Dengan menggunakan gaya tutur yang mengalir, kalimat per kalimat dalam buku karya ke-enam Aji itu bisa menghindarkan gaya bahasa yang kaku mengingat di dalam buku tersebut dibahas juga mengenai sejarah dan filosofi bangsa rusia di bagian-bagian awal sebagai pengantar.
Sejarah Religi di Rusia
Di dalam buku itu, penulis lulusan Pondok Modern Gontor itu mengawali "dakwahnya" dengan kilasan sejarah bagaimana para pemimpin Rusia di jaman dahulu mempelajari agama-agama dan memilih mana di antaranya yang cocok bagi Rusia.

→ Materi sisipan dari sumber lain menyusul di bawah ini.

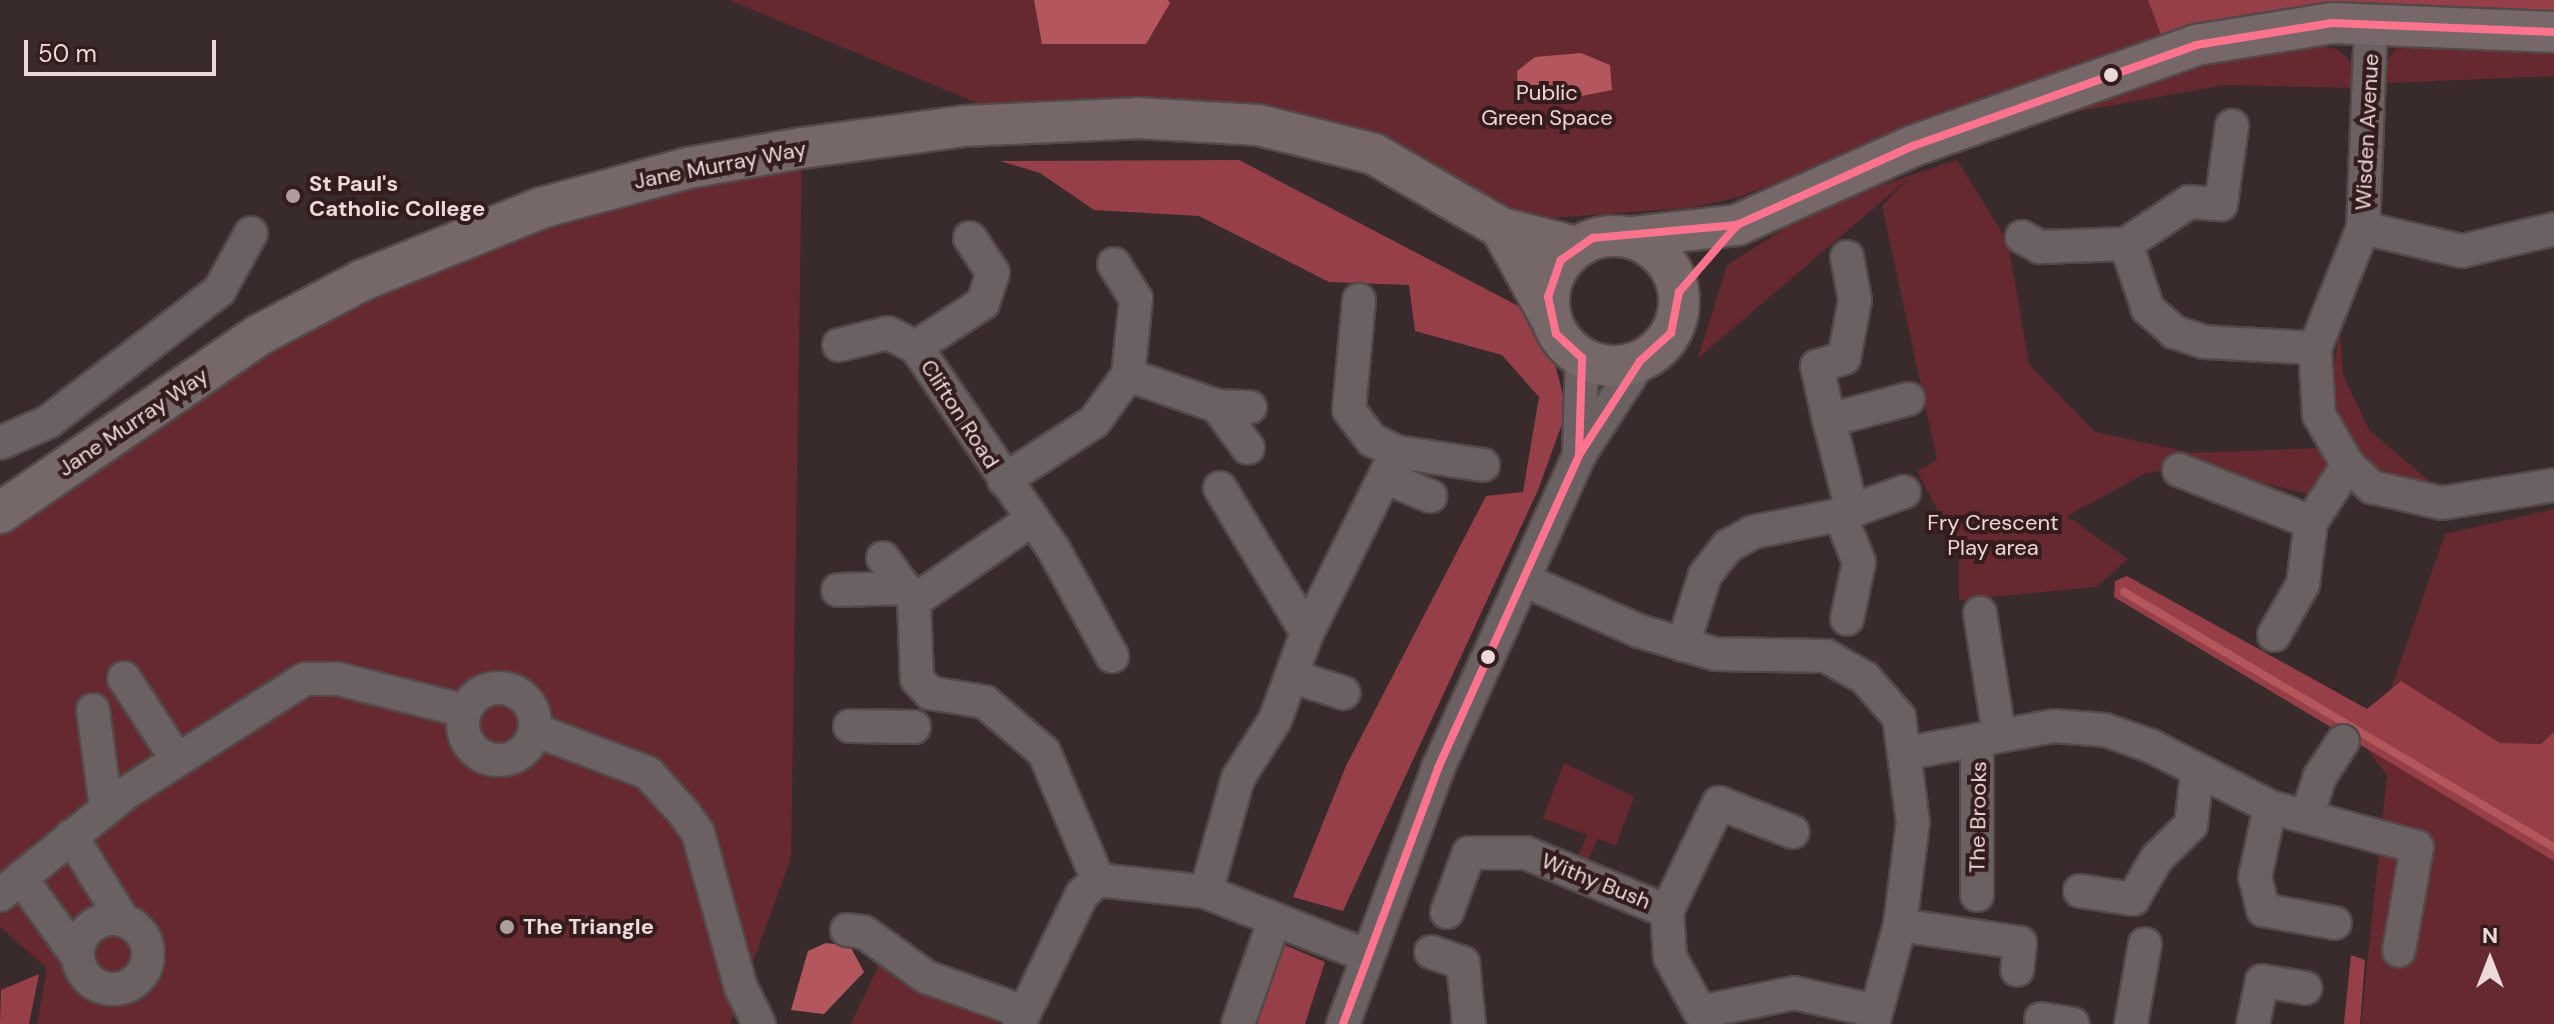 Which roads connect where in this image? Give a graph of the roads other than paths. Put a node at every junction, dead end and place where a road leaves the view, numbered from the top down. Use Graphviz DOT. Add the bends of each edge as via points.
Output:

Pada masa Pangeran Agung Vladimir, berkuasa sampai 1015 masehi, Islam pernah ditolak karena mengharamkan alkohol dan daging babi, yang menjadi kebiasaan suatu bangsa di Rusia, meski mereka menyukai egaliatianisme dalam Islam dan kemudahan dalam ibadahnya.
Diceritakan pula apa alasan Vladimir tidak memilih Yahudi sebagai agama bagi bangsanya dan lebih memilih Ortodoks Yunani.
Islam yang masuk ke Rusia pada abad ke-tujuh, lebih awal dari pada masuknya Islam ke Indonesia, juga pernah mengalami tekanan dari pemerintah Soviet pada waktu itu.
"Saat terjadi Revolusi Bolshevik pada 1917, semua agama dilarang. Namun setelah 74 tahun, iman umat Muslim itu tidak hilang. Iman mereka tidak bisa ditekan dengan senjata dan sebaliknya berkembang seperti cendawan di musim hujan," kata Aji.
Sebelum komunis merajai Rusia, ada kurang lebih 10.000 masjid di Rusia. Setelah itu hanya ada 100 masjid yang berfungsi dan penggunaannya diatur dalam sebuah undang-undang ibadah Soviet.
Titik Balik bagi Islam
Di masa Uni Soviet, kehidupan keagamaan sangat sulit sehingga ibadah dilakukan dengan sembunyi-sembunyi. Dakwah nyaris tidak bisa dilakukan kecuali di bawah tanah dan dilakukan dari rumah ke rumah hingga datang demokratisasi di Rusia pada 1991 yang membawa perubahan fundamental dalam kehidupan umat Islam di Rusia.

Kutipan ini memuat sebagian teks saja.